Deu conta de que era habitual virem a Portugal de três em três meses, "por causa dos meus pais que já têm muita idade", e porque com duas horas de voo chegavam cá, o que os leva agora a apontar a viagem para Julho, depois de estarem em lista de espera desde Janeiro.

Algumas informações apontam para que os voos internacionais, de fora da Europa, em direcção a Portugal, só possam ocorrer no final do ano, "o que nos deixa bastante assustados", adiantou-nos. Confia, todavia, nos poucos casos de infecção (1.200 em Argel) e falecimentos (811) registados no grande país africano, para que possam inverter as disposições de prolongamento das interdições e possibilitar o regresso a Portugal.

"Se me perguntarem se preferia estar aqui ou em Portugal durante esta pandemia, é evidente que gostaria de estar aí".

SNS tem funcionado bem

Neste país também há um serviço nacional de saúde e que "segundo nos temos apercebido, tem funcionado bem", conseguindo um número significativo de doentes recuperados (mais de 8 mil).

A exemplo do sucedido noutro países com forte concentração populacional em certas cidades, em Argel há mais casos, mas no resto do país, com distâncias enormes entre povoações ("em que ninguém vai lá").

A cordilheira do Atlas, logo a 30 km de Argel, impede que a desertificação deste país avance para norte, ao invés do que sucede para sul, onde já existe um projecto para a criação de um designado "muro verde" tendo como base uma reflorestação intensiva. Esta diferença favorece a zona mais litoral e a norte, onde a agricultura prospera, a despeito dos métodos "ainda um pouco arcaicos" utilizados.

Analisando as consequências desta situação, Carlos Cunha crê que a economia do país não se irá ressentir muito, porque se baseia essencialmente "no petróleo e no gás natural", não sendo auto-suficientes em quase nada, incluindo a própria gasolina e gasóleo, o que acaba por ser um contra-senso terem de importar estes produtos.

"Se não trabalham, nada recebem"

Mas se a economia não será o principal foco de preocupações do país, já o dia-a-dia das pessoas será complicado, "havendo já muita gente a passar mal", porque recebem ao dia e se não trabalham não recebem. Não existindo um sistema de cobrança de impostos como nos países europeus, Carlos Cunha acredita que a economia global não sofrerá grandes alterações porque não é suportada nos impostos pagos por pessoas individuais e empresas.

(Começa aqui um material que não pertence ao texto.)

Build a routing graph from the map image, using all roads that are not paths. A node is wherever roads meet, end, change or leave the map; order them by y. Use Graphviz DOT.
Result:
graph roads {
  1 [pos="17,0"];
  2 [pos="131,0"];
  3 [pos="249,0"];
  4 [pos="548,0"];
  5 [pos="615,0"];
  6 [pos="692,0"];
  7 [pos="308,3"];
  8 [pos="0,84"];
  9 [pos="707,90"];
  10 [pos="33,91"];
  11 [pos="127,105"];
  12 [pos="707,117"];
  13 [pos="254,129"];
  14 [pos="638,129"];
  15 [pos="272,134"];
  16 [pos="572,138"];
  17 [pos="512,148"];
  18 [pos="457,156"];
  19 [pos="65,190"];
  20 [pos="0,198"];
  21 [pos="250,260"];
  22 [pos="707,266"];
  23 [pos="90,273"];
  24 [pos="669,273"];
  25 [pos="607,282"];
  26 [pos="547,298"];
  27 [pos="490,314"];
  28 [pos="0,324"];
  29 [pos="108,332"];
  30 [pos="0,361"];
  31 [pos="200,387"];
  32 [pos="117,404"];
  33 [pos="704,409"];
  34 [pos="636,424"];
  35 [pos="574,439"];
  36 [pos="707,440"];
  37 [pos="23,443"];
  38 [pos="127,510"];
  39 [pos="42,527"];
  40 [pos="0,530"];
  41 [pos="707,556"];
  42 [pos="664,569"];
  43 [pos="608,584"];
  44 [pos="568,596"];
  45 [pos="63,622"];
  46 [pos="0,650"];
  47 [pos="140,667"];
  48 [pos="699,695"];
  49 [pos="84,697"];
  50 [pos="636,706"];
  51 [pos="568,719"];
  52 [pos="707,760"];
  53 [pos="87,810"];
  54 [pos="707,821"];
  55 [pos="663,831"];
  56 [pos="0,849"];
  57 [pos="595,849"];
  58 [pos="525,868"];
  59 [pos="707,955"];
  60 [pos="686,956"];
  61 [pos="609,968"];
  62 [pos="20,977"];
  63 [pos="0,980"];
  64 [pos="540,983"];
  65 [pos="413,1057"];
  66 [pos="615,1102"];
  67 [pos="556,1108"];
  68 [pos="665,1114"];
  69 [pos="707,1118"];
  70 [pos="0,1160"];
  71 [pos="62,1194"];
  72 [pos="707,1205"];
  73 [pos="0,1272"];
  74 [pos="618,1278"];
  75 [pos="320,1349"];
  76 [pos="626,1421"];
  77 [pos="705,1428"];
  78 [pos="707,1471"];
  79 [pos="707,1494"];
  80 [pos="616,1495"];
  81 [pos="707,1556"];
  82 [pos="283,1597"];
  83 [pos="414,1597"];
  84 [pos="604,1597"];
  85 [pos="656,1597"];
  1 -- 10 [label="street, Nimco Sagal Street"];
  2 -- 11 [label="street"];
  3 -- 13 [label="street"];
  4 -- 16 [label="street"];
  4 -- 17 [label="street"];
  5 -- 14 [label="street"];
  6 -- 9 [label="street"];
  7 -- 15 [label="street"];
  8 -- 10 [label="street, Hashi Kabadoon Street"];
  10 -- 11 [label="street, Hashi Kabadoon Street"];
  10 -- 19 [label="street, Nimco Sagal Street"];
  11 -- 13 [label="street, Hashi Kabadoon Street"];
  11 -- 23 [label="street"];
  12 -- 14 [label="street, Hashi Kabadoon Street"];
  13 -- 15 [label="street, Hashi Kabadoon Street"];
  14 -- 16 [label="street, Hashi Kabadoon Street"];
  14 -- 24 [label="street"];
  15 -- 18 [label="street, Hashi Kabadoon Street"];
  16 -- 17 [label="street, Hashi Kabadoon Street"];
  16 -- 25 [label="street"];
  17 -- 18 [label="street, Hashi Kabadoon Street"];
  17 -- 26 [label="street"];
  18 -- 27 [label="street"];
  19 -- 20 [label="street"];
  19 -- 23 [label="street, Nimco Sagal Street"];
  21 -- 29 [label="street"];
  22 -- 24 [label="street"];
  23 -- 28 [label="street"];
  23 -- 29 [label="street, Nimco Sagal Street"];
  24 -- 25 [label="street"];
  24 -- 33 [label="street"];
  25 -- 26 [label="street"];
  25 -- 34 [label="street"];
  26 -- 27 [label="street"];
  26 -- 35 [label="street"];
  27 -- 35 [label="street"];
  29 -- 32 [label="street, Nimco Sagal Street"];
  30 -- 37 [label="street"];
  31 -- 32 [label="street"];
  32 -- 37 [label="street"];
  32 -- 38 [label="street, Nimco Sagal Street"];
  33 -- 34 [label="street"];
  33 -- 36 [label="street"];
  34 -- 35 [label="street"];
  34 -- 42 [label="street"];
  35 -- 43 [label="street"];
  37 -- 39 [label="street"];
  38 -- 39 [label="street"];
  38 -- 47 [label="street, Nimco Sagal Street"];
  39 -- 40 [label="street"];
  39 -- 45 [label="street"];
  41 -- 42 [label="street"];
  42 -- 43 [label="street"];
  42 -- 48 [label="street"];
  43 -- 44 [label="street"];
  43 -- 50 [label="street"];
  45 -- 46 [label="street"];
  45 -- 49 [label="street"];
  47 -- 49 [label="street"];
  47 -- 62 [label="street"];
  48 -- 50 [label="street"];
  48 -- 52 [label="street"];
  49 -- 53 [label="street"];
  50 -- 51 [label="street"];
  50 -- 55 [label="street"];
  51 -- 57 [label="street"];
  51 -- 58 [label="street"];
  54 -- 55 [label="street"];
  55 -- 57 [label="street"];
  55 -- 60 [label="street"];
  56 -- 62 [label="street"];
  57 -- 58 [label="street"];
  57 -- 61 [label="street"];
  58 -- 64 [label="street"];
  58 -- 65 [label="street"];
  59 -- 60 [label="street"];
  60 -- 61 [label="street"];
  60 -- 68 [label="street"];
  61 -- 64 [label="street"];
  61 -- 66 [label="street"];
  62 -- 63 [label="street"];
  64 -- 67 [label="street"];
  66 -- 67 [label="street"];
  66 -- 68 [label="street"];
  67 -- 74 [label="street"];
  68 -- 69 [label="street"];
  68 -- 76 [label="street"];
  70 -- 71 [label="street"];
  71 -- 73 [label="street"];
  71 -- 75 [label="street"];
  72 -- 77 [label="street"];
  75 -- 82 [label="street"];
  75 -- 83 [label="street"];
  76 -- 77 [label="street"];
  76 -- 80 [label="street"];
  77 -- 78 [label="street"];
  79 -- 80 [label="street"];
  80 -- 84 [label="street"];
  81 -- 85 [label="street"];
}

Sem lay-off nem subsídios de desemprego, na Argélia as perspectivas de sobrevivência da população são bem piores do que na Europa, reforça.

"Um abração para todos os lanhelenses"

A terminar, fez votos para que os lanhelenses e caminhenses continuem a portar-se bem e que cada português faça o que tem que fazer e que pensem um bocadinho em nós para podermos ir aí, desde que as coisas não piorem".

Sem falar na Festa das Solhas, que não se vai realizar, "embora ela já estivesse condenada à morte este ano".